The opening prophecy against Tyre, found in Ezekiel 26, has a clear date stamp in its superscription: ‘In the eleventh month of the twelfth year, on the first day of the month, the word of the LORD came to me’ (Ezekiel 26:1); placing the prophecy to just over six months after the fall of Jerusalem during Shebat 585. The prophecy itself correlates well to the declared date and in verse two the text reads, ‘Son of man, because Tyre has said of Jerusalem, “Aha! The gate to the nations is broken, and its doors have swung open to me; now that she lies in ruins I will prosper”, therefore this is what the Sovereign LORD says: I am against you, Tyre, and I will bring many nations against you, like the sea casting up its waves’ (Ezekiel 26:2). The ‘many nations’ to come against Tyre would, in the first instance, be none other than the forces of Nebuchadnezzar, to be followed two centuries later by those of Alexander the Great.

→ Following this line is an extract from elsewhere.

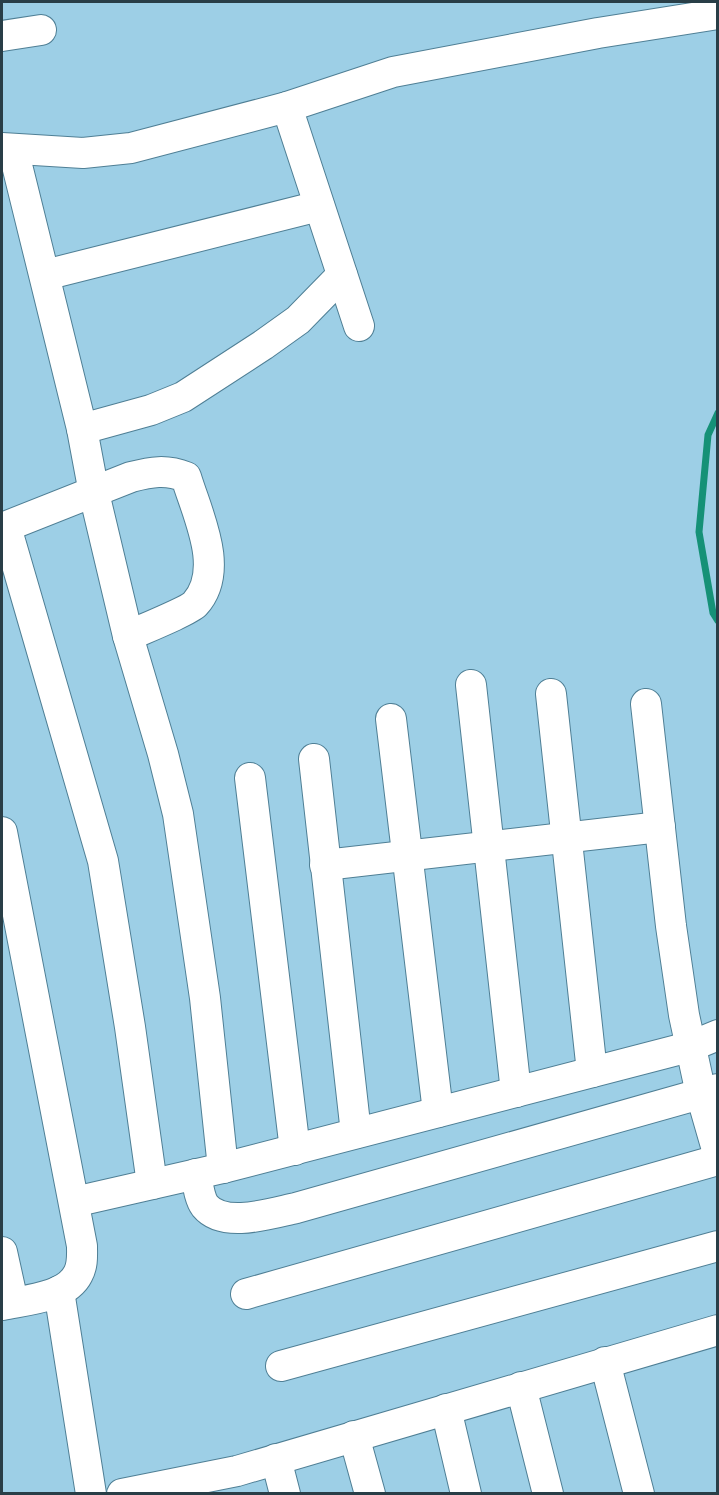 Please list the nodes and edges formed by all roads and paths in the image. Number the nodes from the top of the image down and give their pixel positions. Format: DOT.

The city would go on to suffer many more sieges after these, like wave after wave of attackers crashing against the walls of Tyre; the image that the LORD was no doubt wanting to evoke in those who would hear Ezekiel’s message. Whilst there is a significant amount of documentary evidence for the siege of Alexander in 332, outside of Ezekiel’s prophecies little historical information exists concerning the extended campaign of Nebuchadnezzar; the Babylonian attack on Tyre does receive some attention in Josephus’ work ‘Against Apion’, but it is best described as cursory. Indeed, Josephus’ main source was the now lost history of Tyre, composed by the early 2nd century BCE historian Menander of Ephesus, whom the Jewish historiographer quotes in Apion 1:21: ‘Nabuchodonosor besieged Tyre for thirteen years, in the days of Ithobal, their King. After him reigned Baal, ten years’. Assuming the siege commenced in the spring of 585, the typical starting season of the campaigns of the Babylonians, the city would not fall until the year 573; an extraordinary display of military perseverance unparalleled in the ancient world. Additionally, it is a year of particular significance within the prophecies of Ezekiel for it coincides with the late temple visions of the prophet found in Ezekiel 40-48. As such, the prophecies take on a larger eschatological and prophetic scope than the immediate fall of the city.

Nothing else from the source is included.